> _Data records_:
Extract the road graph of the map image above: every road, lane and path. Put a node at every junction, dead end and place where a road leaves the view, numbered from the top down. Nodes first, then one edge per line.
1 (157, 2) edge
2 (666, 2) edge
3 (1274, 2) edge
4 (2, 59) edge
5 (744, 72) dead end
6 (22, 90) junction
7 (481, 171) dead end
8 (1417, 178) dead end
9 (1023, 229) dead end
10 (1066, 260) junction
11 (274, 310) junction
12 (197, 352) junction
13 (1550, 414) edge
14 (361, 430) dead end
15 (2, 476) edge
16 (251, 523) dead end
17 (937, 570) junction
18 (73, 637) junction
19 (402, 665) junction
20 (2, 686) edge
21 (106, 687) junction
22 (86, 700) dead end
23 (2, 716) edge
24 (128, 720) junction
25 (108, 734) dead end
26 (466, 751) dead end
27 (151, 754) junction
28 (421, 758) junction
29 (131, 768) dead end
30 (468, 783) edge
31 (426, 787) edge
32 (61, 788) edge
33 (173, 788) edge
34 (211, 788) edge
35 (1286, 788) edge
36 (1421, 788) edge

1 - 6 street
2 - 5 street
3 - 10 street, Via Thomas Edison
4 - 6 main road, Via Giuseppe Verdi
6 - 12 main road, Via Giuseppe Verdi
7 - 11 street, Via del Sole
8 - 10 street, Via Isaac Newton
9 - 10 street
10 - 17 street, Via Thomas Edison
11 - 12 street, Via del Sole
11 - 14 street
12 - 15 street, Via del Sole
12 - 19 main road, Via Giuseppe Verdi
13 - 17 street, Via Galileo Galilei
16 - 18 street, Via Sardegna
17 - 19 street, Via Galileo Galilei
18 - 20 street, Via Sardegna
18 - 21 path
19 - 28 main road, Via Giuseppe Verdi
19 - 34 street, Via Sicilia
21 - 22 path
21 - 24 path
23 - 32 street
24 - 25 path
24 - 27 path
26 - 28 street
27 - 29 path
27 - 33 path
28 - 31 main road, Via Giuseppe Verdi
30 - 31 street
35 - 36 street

> _WORK ITEM_: Whatever appears in the data above must be copied word for word.

> _REPLY TO THE TASK_:
Extract the road graph of the map image above: every road, lane and path. Put a node at every junction, dead end and place where a road leaves the view, numbered from the top down. Nodes first, then one edge per line.
1 (157, 2) edge
2 (666, 2) edge
3 (1274, 2) edge
4 (2, 59) edge
5 (744, 72) dead end
6 (22, 90) junction
7 (481, 171) dead end
8 (1417, 178) dead end
9 (1023, 229) dead end
10 (1066, 260) junction
11 (274, 310) junction
12 (197, 352) junction
13 (1550, 414) edge
14 (361, 430) dead end
15 (2, 476) edge
16 (251, 523) dead end
17 (937, 570) junction
18 (73, 637) junction
19 (402, 665) junction
20 (2, 686) edge
21 (106, 687) junction
22 (86, 700) dead end
23 (2, 716) edge
24 (128, 720) junction
25 (108, 734) dead end
26 (466, 751) dead end
27 (151, 754) junction
28 (421, 758) junction
29 (131, 768) dead end
30 (468, 783) edge
31 (426, 787) edge
32 (61, 788) edge
33 (173, 788) edge
34 (211, 788) edge
35 (1286, 788) edge
36 (1421, 788) edge

1 - 6 street
2 - 5 street
3 - 10 street, Via Thomas Edison
4 - 6 main road, Via Giuseppe Verdi
6 - 12 main road, Via Giuseppe Verdi
7 - 11 street, Via del Sole
8 - 10 street, Via Isaac Newton
9 - 10 street
10 - 17 street, Via Thomas Edison
11 - 12 street, Via del Sole
11 - 14 street
12 - 15 street, Via del Sole
12 - 19 main road, Via Giuseppe Verdi
13 - 17 street, Via Galileo Galilei
16 - 18 street, Via Sardegna
17 - 19 street, Via Galileo Galilei
18 - 20 street, Via Sardegna
18 - 21 path
19 - 28 main road, Via Giuseppe Verdi
19 - 34 street, Via Sicilia
21 - 22 path
21 - 24 path
23 - 32 street
24 - 25 path
24 - 27 path
26 - 28 street
27 - 29 path
27 - 33 path
28 - 31 main road, Via Giuseppe Verdi
30 - 31 street
35 - 36 street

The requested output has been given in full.